So why isn't the "send me a message with antlers in the title" approach more common?

E-mail spam filtering has to make a tradeoff between two types of errors: marking spam as legitimate e-mail, and marking legitimate e-mail as spam. For most people, the latter is worse than the former. For instance, I'd happily delete 10 mislabeled spam messages instead of losing one legitimate message.

The "antlers" approach will often fail. Some people won't follow the instructions correctly, so their messages will never get through. Additionally, sometimes users get important e-mail from automated sources, which won't be able to understand and comply with the "antlers" request. For instance, Amazon sends me messages when there's problems with my order. I've also received automated messages from potential employers telling me I need to fill out a form online or I will no longer be considered for the position.

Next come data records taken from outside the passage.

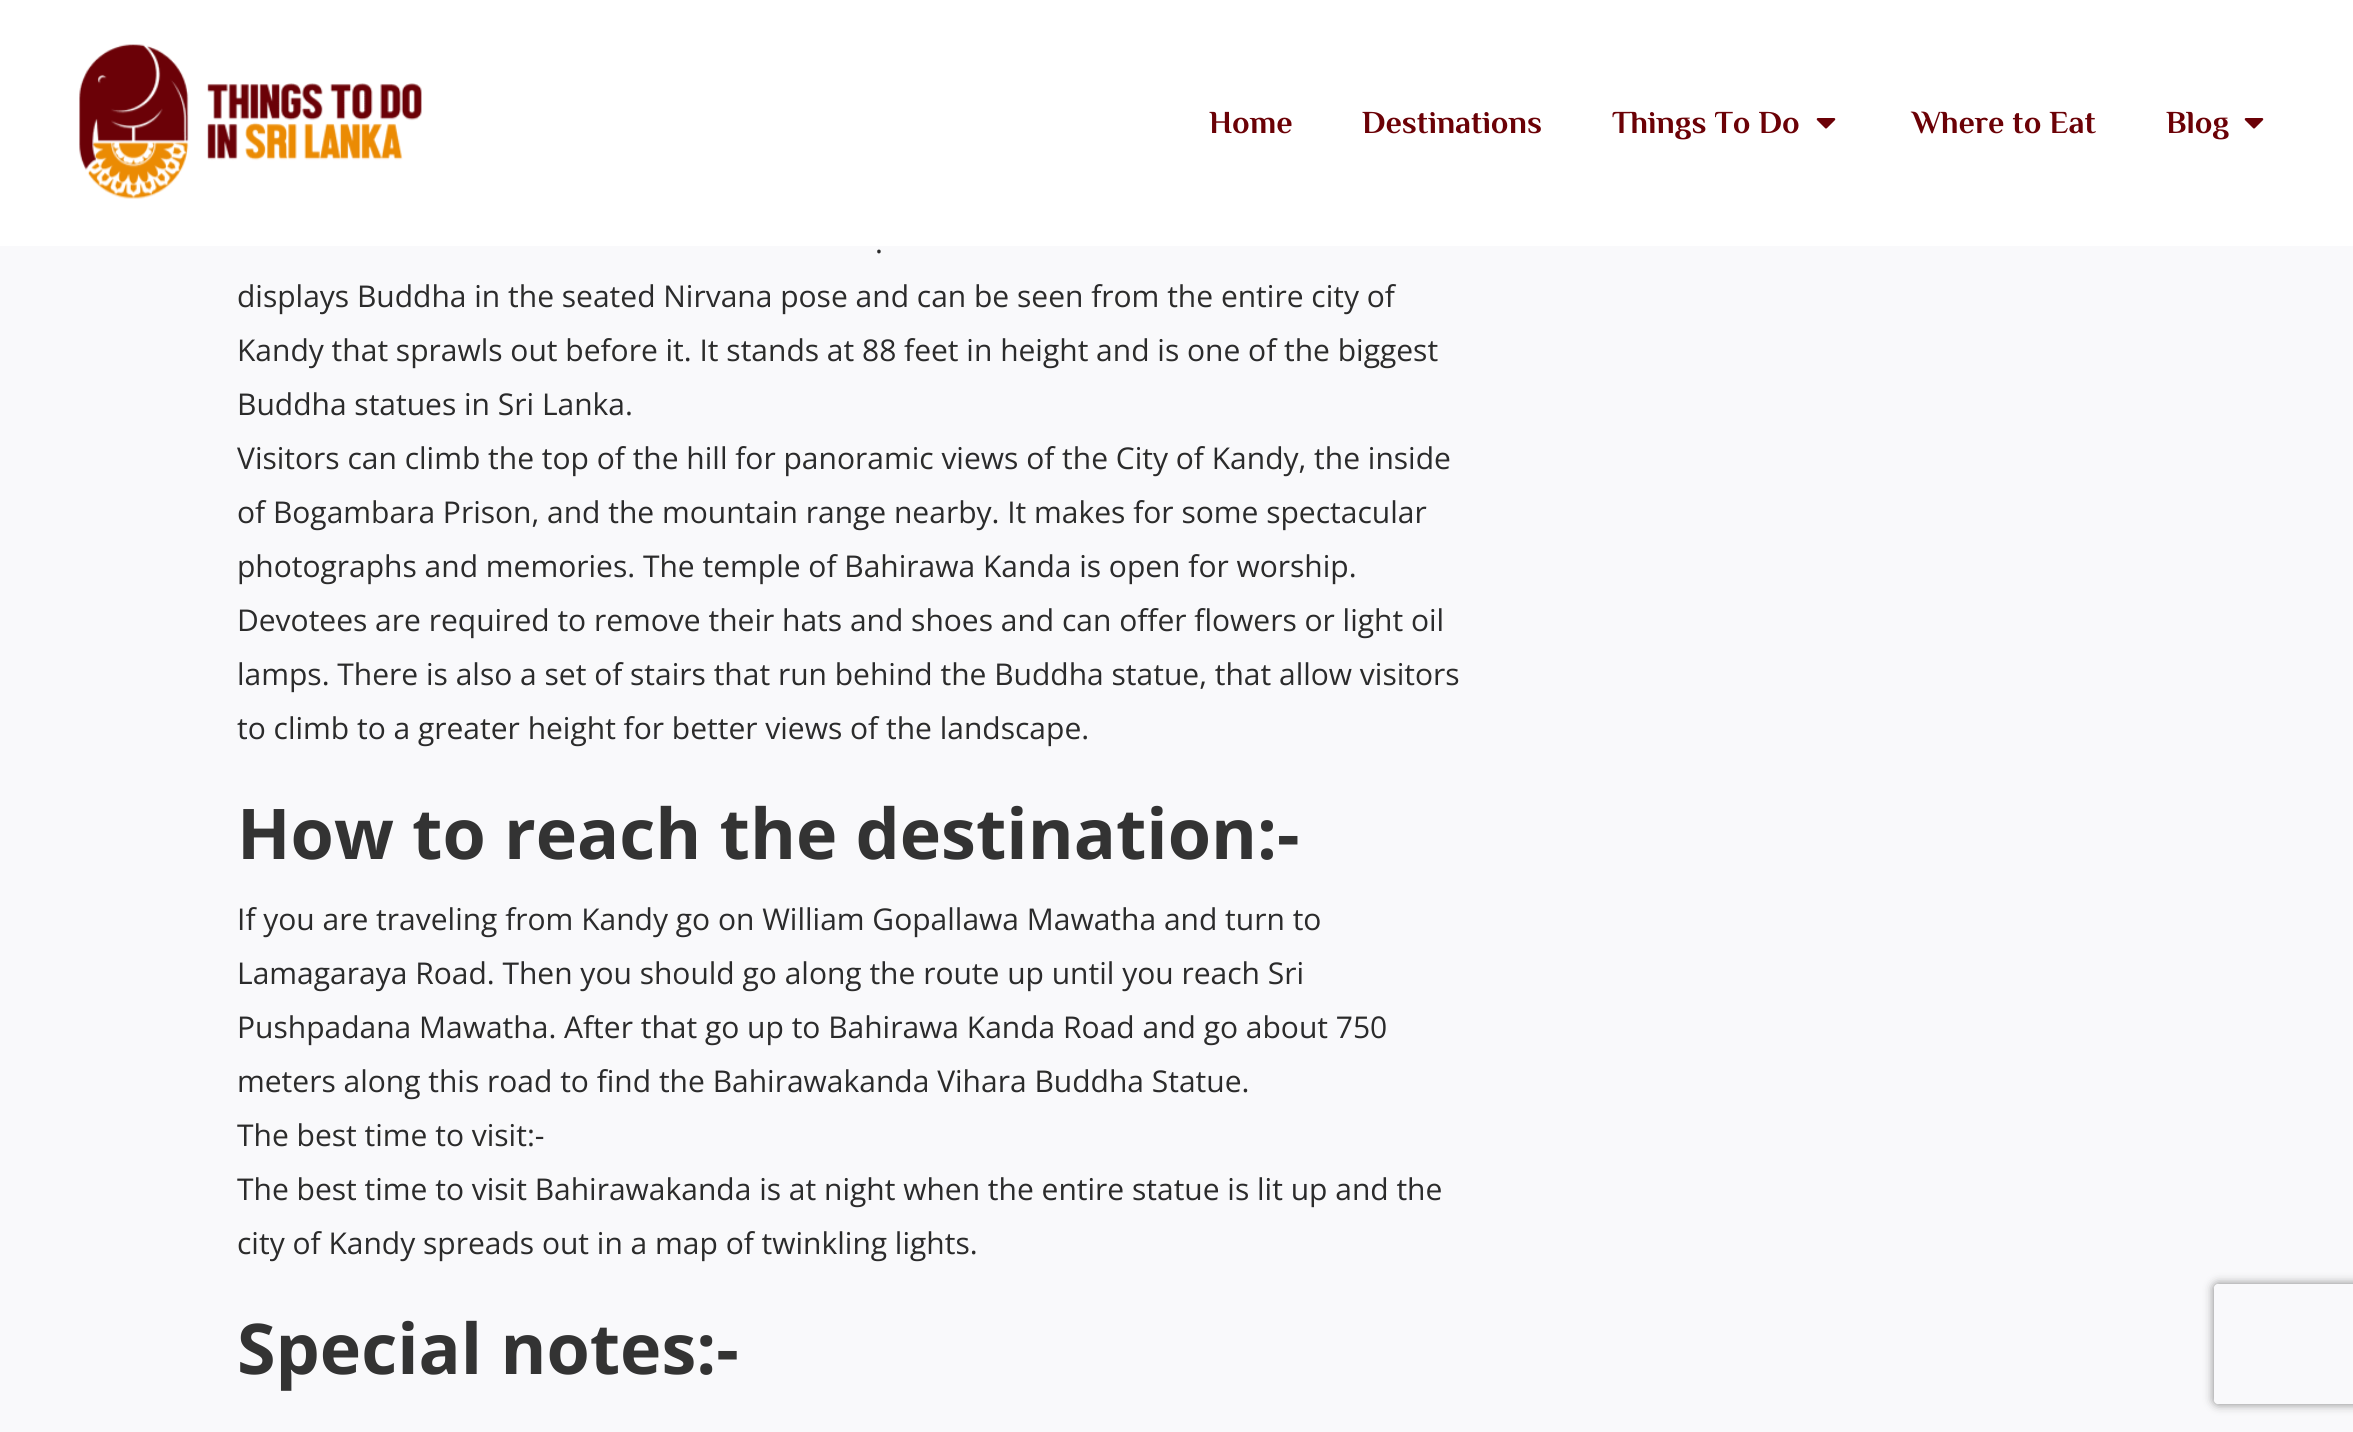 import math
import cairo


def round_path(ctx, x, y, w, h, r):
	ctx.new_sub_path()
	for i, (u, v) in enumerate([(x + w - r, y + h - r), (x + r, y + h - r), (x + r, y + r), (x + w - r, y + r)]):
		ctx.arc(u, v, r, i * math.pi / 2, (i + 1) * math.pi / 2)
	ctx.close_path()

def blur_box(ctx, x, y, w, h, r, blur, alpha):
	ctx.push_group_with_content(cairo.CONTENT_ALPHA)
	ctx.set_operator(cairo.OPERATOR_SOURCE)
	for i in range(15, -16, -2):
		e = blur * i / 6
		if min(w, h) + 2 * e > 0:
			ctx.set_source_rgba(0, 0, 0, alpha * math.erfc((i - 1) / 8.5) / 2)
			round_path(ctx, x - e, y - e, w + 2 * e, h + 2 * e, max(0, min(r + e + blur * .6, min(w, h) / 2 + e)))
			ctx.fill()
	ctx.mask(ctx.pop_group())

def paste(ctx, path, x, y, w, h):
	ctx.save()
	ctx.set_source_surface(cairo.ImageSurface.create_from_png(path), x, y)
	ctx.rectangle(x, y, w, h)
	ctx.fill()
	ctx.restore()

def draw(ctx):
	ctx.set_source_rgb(0.976, 0.976, 0.984)
	ctx.paint()
	ctx.set_source_rgb(1, 1, 1)
	ctx.rectangle(0, 0, 2353, 246)
	ctx.fill()
	paste(ctx, 'media/1.png', 79, 44, 343, 155)
	ctx.select_font_face('Philosopher', cairo.FONT_SLANT_NORMAL, cairo.FONT_WEIGHT_BOLD)
	ctx.set_font_size(32)
	ctx.set_source_rgb(0.42, 0.004, 0.027)
	for x, y, s in [
		(1209, 133, 'Home'),
		(1362, 133, 'Destinations'),
		(1612, 133, 'Things To Do'),
	]:
		ctx.move_to(x, y)
		ctx.show_text(s)
	paste(ctx, 'media/2.png', 1816, 118, 20, 11)
	ctx.move_to(1912, 133)
	ctx.show_text('Where to Eat')
	ctx.move_to(2166, 133)
	ctx.show_text('Blog')
	paste(ctx, 'media/2.png', 2244, 118, 20, 11)
	ctx.select_font_face('Open Sans')
	ctx.set_font_size(30)
	ctx.set_source_rgb(0.169, 0.169, 0.169)
	for x, y, s in [
		(875, 253, '.'),
		(237, 307, 'displays Buddha in the seated Nirvana pose and can be seen from the entire city of'),
		(237, 361, 'Kandy that sprawls out before it. It stands at 88 feet in height and is one of the biggest'),
		(237, 415, 'Buddha statues in Sri Lanka.'),
		(237, 469, 'Visitors can climb the top of the hill for panoramic views of the City of Kandy, the inside'),
		(237, 523, 'of Bogambara Prison, and the mountain range nearby. It makes for some spectacular'),
		(237, 577, 'photographs and memories. The temple of Bahirawa Kanda is open for worship.'),
		(237, 631, 'Devotees are required to remove their hats and shoes and can offer flowers or light oil'),
		(237, 685, 'lamps. There is also a set of stairs that run behind the Buddha statue, that allow visitors'),
		(237, 739, 'to climb to a greater height for better views of the landscape.'),
	]:
		ctx.move_to(x, y)
		ctx.show_text(s)
	ctx.select_font_face('Open Sans', cairo.FONT_SLANT_NORMAL, cairo.FONT_WEIGHT_BOLD)
	ctx.set_font_size(70)
	ctx.set_source_rgb(0.2, 0.2, 0.2)
	ctx.move_to(237, 859)
	ctx.show_text('How to reach the destination:-')
	ctx.select_font_face('Open Sans')
	ctx.set_font_size(30)
	ctx.set_source_rgb(0.169, 0.169, 0.169)
	for x, y, s in [
		(237, 930, 'If you are traveling from Kandy go on William Gopallawa Mawatha and turn to'),
		(237, 984, 'Lamagaraya Road. Then you should go along the route up until you reach Sri'),
		(237, 1038, 'Pushpadana Mawatha. After that go up to Bahirawa Kanda Road and go about 750'),
		(237, 1092, 'meters along this road to find the Bahirawakanda Vihara Buddha Statue.'),
		(237, 1146, 'The best time to visit:-'),
		(237, 1200, 'The best time to visit Bahirawakanda is at night when the entire statue is lit up and the'),
		(237, 1254, 'city of Kandy spreads out in a map of twinkling lights.'),
	]:
		ctx.move_to(x, y)
		ctx.show_text(s)
	ctx.select_font_face('Open Sans', cairo.FONT_SLANT_NORMAL, cairo.FONT_WEIGHT_BOLD)
	ctx.set_font_size(70)
	ctx.set_source_rgb(0.2, 0.2, 0.2)
	ctx.move_to(237, 1374)
	ctx.show_text('Special notes:-')
	ctx.save()
	ctx.set_fill_rule(cairo.FILL_RULE_EVEN_ODD)
	ctx.new_path()
	ctx.move_to(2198, 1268)
	ctx.line_to(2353, 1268)
	ctx.line_to(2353, 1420)
	ctx.line_to(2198, 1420)
	ctx.close_path()
	ctx.move_to(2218, 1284)
	ctx.line_to(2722, 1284)
	ctx.curve_to(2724, 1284, 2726, 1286, 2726, 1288)
	ctx.line_to(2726, 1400)
	ctx.curve_to(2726, 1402, 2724, 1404, 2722, 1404)
	ctx.line_to(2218, 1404)
	ctx.curve_to(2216, 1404, 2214, 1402, 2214, 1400)
	ctx.line_to(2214, 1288)
	ctx.curve_to(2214, 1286, 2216, 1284, 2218, 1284)
	ctx.close_path()
	ctx.clip()
	ctx.set_source_rgb(0.502, 0.502, 0.502)
	blur_box(ctx, 2214, 1284, 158, 120, 4, 5, 1)
	ctx.restore()


surface = cairo.ImageSurface(cairo.FORMAT_RGB24, 2353, 1432)
ctx = cairo.Context(surface)
options = cairo.FontOptions()
options.set_hint_metrics(cairo.HINT_METRICS_OFF)
options.set_hint_style(cairo.HINT_STYLE_NONE)
ctx.set_font_options(options)
ctx.set_miter_limit(4)
draw(ctx)
surface.write_to_png('image.png')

In short, dealing with spam as a recipient is annoying, but it's worth the effort to avoid missing important messages. And the annoyance wouldn't stop if the system were reversed; we'd just to have solve "antlers" problems whenever we sent an e-mail to someone new.

4 comments:

Unknown said...

Your explanation of reCAPTCHA finally made it click in my head. I remember back when Google bought them, and everyone was vaguely talking about how this was to help them with word recognition in their Google Books efforts, but I never really understood how that was supposed to work. It seems obvious now and I feel dumb for not having figured it out at the time.

Greg Finley said...

Glad to help, though I think the link explains reCAPTCHA better than I did!

Unknown said...

It's really very brilliant if you think about it. Google does this stuff all the time; they use their GOOG411 service to help train its voice recognition software, for instance.

Greg Finley said...

Ah, good point! I didn't think of that.